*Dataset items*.
━━━━━━━━
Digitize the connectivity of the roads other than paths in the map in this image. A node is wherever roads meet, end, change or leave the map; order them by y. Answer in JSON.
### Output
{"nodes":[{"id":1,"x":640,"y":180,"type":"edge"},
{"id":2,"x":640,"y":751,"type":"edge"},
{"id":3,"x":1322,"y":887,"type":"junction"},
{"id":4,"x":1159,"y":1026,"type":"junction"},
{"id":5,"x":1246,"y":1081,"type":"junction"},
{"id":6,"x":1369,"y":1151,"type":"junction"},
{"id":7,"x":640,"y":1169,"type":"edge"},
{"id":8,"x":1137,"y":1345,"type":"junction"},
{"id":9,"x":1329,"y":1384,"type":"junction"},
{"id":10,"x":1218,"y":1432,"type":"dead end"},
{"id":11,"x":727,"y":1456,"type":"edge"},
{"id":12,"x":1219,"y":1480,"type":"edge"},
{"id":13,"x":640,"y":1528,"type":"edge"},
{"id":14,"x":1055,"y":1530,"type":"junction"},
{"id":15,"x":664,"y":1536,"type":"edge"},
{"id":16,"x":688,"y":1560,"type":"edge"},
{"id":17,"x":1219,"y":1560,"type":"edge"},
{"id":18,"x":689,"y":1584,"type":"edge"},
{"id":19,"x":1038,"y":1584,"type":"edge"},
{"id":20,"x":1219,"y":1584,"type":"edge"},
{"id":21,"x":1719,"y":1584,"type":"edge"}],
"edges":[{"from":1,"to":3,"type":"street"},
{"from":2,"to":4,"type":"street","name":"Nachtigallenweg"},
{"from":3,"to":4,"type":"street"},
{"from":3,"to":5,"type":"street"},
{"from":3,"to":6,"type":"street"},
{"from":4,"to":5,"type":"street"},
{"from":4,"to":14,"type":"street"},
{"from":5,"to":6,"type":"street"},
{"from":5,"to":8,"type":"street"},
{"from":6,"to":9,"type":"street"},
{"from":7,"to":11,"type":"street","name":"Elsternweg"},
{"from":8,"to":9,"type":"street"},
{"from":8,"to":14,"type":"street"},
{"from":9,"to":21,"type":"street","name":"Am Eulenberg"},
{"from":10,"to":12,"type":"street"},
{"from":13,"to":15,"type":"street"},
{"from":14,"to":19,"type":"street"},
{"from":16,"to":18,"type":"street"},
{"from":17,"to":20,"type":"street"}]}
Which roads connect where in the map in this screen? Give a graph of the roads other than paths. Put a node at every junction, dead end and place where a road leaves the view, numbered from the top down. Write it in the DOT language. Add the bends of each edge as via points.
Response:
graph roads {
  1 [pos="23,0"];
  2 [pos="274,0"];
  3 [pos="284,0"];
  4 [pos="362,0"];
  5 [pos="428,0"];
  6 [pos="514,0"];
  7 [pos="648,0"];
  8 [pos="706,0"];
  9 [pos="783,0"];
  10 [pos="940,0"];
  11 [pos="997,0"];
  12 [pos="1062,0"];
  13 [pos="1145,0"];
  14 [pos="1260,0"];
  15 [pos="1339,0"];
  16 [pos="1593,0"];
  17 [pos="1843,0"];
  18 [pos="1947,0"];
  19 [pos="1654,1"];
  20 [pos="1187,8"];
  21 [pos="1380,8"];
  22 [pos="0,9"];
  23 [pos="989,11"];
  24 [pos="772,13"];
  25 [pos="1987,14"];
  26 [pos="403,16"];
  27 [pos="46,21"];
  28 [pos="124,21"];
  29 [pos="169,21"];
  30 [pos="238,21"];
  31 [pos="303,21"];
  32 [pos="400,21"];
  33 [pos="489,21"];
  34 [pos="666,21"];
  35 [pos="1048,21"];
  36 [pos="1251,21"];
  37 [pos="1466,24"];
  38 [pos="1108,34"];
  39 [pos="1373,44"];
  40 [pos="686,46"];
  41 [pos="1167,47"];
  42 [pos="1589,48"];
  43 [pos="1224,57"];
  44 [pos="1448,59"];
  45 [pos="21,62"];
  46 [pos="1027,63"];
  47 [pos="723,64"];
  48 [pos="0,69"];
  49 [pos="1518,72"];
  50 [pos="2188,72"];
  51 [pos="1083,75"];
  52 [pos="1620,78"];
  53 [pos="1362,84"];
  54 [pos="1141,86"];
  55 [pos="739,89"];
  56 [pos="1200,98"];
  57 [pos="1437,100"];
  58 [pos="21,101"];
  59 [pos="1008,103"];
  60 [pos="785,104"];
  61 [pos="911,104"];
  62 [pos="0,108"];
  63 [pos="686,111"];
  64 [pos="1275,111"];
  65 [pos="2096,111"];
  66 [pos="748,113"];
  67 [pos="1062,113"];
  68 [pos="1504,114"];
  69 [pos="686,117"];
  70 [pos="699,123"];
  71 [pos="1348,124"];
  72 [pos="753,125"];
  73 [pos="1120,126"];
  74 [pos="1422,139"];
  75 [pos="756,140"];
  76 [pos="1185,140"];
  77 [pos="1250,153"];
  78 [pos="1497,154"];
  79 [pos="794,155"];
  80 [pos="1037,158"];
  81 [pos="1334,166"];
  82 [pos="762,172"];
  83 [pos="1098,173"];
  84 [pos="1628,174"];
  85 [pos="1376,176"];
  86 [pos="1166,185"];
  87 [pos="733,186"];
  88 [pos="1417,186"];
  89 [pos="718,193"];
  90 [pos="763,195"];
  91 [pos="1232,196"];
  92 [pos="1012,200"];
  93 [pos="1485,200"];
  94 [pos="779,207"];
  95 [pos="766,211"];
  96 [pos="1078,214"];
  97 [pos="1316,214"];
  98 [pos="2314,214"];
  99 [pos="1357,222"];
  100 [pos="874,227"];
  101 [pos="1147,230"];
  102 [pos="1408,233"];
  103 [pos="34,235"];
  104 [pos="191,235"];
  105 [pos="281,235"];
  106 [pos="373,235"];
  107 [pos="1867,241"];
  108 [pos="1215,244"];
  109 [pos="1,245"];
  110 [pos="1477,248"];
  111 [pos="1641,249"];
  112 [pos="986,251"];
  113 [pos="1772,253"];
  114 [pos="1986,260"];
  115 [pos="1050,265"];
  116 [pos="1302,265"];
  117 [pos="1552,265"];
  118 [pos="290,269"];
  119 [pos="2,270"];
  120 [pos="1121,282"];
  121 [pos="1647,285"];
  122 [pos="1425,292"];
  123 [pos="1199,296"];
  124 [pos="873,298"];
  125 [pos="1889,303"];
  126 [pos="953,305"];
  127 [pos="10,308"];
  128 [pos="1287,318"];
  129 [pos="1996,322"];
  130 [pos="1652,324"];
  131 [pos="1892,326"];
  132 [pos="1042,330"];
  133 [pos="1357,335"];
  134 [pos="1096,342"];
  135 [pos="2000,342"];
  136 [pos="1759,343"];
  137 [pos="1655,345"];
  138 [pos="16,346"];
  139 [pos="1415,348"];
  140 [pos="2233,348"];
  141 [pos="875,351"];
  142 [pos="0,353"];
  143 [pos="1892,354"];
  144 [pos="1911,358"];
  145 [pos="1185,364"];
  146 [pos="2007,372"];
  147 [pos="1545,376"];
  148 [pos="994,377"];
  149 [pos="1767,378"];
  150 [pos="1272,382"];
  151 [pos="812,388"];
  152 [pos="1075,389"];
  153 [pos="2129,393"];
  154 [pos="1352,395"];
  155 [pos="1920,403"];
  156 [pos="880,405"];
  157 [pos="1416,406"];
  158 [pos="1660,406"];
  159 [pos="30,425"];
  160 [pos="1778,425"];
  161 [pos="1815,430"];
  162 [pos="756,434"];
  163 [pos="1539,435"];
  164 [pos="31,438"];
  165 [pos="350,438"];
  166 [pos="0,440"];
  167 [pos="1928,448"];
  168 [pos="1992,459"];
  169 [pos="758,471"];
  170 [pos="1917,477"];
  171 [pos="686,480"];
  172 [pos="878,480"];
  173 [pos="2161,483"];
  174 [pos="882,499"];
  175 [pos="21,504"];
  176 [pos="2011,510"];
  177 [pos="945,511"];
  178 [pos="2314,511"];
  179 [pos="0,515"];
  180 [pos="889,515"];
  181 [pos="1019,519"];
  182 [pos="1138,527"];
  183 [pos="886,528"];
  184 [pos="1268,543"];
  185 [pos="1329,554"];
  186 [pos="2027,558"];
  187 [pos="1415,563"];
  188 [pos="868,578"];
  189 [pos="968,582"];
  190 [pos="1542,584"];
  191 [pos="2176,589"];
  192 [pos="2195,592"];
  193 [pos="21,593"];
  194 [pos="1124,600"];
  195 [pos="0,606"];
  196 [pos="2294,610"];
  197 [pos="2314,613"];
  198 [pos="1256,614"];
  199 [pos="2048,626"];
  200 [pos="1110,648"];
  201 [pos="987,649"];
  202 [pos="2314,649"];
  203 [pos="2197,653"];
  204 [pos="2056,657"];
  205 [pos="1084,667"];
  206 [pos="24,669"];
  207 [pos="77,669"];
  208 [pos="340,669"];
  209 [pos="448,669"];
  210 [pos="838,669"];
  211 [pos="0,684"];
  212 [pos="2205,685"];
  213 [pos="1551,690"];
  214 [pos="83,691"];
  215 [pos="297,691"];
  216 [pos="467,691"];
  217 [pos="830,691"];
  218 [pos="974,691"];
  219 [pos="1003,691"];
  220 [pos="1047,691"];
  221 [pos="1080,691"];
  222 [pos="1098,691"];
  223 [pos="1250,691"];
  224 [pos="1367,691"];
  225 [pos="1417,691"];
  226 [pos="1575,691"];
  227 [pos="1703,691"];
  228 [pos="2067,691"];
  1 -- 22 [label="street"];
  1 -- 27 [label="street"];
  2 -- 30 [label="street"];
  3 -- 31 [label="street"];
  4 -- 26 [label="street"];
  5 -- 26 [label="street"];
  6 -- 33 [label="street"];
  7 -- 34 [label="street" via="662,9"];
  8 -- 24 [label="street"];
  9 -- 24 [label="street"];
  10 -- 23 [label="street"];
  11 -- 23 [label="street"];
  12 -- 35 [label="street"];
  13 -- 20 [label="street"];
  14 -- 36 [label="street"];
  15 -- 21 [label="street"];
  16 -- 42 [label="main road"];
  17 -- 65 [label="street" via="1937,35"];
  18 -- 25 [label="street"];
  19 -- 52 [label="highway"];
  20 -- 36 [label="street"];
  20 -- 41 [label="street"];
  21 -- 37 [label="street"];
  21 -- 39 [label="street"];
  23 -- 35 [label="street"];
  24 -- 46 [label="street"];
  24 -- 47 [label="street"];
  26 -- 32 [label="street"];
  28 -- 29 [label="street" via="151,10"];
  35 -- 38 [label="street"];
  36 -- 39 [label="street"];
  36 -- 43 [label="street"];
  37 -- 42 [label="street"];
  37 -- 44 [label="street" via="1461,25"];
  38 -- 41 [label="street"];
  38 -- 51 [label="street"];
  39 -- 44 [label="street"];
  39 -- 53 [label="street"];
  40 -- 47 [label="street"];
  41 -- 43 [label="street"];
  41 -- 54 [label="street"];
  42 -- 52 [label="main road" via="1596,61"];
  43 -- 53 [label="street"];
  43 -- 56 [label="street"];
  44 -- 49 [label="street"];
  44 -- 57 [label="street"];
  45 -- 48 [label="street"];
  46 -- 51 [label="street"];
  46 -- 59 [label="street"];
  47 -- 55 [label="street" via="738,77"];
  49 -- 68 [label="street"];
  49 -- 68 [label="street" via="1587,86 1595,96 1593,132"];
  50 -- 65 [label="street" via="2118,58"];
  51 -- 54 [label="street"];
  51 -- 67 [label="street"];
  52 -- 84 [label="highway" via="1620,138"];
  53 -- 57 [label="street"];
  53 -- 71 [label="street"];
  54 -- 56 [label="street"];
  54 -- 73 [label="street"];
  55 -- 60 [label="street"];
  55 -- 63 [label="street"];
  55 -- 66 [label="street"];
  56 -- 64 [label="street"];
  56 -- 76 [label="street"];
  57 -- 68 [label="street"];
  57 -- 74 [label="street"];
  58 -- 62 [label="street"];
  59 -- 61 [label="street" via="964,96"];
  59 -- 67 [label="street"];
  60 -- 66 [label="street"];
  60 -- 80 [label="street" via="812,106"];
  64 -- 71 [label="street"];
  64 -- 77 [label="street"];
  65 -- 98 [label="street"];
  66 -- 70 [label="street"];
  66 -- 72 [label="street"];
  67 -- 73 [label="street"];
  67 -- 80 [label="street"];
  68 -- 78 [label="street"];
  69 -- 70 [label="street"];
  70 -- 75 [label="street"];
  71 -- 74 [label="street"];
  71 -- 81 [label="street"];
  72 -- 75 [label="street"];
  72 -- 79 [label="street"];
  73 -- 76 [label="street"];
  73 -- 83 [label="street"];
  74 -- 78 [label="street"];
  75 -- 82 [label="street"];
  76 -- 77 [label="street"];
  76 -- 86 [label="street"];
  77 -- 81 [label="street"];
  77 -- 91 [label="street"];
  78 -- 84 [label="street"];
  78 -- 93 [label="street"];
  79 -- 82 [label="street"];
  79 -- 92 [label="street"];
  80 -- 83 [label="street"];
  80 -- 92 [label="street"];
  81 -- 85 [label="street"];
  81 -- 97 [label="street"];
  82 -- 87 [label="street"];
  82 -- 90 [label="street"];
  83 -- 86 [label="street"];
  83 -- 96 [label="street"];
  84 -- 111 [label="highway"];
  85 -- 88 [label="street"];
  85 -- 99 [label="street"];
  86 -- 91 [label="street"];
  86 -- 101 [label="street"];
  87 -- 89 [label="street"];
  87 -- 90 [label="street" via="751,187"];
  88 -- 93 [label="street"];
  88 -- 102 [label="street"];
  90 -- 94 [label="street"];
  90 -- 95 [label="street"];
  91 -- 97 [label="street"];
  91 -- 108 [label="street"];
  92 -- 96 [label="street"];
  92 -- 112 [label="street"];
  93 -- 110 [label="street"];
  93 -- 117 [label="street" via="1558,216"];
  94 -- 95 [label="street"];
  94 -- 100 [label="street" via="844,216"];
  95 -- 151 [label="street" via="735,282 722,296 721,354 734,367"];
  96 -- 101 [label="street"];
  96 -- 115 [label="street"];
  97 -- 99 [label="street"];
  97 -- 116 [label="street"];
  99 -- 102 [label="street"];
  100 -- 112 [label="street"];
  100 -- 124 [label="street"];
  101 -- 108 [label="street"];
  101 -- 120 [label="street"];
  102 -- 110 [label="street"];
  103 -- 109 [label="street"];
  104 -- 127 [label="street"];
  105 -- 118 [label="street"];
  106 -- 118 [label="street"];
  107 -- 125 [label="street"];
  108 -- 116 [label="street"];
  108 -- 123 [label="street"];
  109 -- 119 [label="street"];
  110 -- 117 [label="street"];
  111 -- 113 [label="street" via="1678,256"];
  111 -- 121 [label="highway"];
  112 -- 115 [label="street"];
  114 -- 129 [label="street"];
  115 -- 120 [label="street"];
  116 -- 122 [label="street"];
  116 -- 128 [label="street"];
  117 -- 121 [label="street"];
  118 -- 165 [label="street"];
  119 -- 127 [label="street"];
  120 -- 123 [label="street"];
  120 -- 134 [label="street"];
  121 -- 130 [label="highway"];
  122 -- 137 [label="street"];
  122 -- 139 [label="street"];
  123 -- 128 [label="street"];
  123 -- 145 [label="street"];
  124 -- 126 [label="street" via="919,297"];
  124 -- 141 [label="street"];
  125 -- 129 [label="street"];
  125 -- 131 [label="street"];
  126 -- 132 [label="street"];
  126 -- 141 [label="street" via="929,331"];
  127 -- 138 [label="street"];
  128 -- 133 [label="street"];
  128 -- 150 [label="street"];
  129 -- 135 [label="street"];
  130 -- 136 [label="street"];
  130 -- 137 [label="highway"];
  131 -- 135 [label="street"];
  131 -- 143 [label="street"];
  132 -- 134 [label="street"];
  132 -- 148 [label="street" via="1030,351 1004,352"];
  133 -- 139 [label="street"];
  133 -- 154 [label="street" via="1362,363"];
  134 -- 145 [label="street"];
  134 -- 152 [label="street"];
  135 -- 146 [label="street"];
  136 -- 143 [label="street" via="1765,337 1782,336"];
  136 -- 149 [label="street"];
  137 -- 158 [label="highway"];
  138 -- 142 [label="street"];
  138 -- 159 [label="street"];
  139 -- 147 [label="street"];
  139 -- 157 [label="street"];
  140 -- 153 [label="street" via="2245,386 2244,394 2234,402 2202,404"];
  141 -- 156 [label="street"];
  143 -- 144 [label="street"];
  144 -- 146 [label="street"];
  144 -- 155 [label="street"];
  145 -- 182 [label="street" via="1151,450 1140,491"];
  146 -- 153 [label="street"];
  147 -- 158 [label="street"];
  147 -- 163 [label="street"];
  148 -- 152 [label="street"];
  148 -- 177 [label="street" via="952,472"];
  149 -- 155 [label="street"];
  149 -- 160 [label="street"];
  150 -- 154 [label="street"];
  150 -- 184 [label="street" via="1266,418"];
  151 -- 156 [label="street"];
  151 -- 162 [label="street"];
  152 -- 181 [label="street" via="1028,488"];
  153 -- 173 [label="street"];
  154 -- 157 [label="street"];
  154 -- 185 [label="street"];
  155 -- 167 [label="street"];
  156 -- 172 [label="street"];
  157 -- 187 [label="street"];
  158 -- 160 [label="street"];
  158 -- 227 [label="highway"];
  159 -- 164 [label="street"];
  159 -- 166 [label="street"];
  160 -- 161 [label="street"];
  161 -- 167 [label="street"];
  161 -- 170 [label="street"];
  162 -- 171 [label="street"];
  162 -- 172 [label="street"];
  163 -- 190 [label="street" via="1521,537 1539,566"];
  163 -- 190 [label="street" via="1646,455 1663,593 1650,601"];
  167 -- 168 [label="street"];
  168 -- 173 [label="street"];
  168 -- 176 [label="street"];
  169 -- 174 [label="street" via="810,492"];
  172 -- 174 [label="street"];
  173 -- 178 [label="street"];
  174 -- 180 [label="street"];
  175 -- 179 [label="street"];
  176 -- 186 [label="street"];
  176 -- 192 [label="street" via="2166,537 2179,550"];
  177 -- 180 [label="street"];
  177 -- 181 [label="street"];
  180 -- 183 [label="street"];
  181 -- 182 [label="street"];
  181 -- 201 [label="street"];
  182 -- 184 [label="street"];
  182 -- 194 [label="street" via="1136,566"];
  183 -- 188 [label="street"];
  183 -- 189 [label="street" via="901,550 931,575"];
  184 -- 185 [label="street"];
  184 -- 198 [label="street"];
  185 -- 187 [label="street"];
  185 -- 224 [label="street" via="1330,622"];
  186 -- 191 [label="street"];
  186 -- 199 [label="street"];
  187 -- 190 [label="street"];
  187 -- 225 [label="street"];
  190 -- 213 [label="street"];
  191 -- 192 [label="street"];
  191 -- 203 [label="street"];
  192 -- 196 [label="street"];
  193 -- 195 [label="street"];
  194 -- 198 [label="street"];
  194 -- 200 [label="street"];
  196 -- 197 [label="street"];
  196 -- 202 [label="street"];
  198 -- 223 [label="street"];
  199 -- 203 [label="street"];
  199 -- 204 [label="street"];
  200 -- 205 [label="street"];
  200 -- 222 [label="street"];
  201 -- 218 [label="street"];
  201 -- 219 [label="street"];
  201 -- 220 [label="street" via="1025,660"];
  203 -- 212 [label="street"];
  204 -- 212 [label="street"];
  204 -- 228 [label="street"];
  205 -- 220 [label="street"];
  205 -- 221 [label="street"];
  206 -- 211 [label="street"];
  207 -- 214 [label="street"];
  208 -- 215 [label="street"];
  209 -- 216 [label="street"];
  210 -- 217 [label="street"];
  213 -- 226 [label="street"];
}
━━━━━━━━
*WHAT IS NEEDED*. Go through the records above. Copy each line in which the string "junction" appears.

*EXERCISE RESPONSE*.
{"id":3,"x":1322,"y":887,"type":"junction"},
{"id":4,"x":1159,"y":1026,"type":"junction"},
{"id":5,"x":1246,"y":1081,"type":"junction"},
{"id":6,"x":1369,"y":1151,"type":"junction"},
{"id":8,"x":1137,"y":1345,"type":"junction"},
{"id":9,"x":1329,"y":1384,"type":"junction"},
{"id":14,"x":1055,"y":1530,"type":"junction"},
Which roads connect where in the map in this screen? Give a graph of the roads other than paths. Put a node at every junction, dead end and place where a road leaves the view, numbered from the top down. Write it in the DOT language. Add the bends of each edge as via points.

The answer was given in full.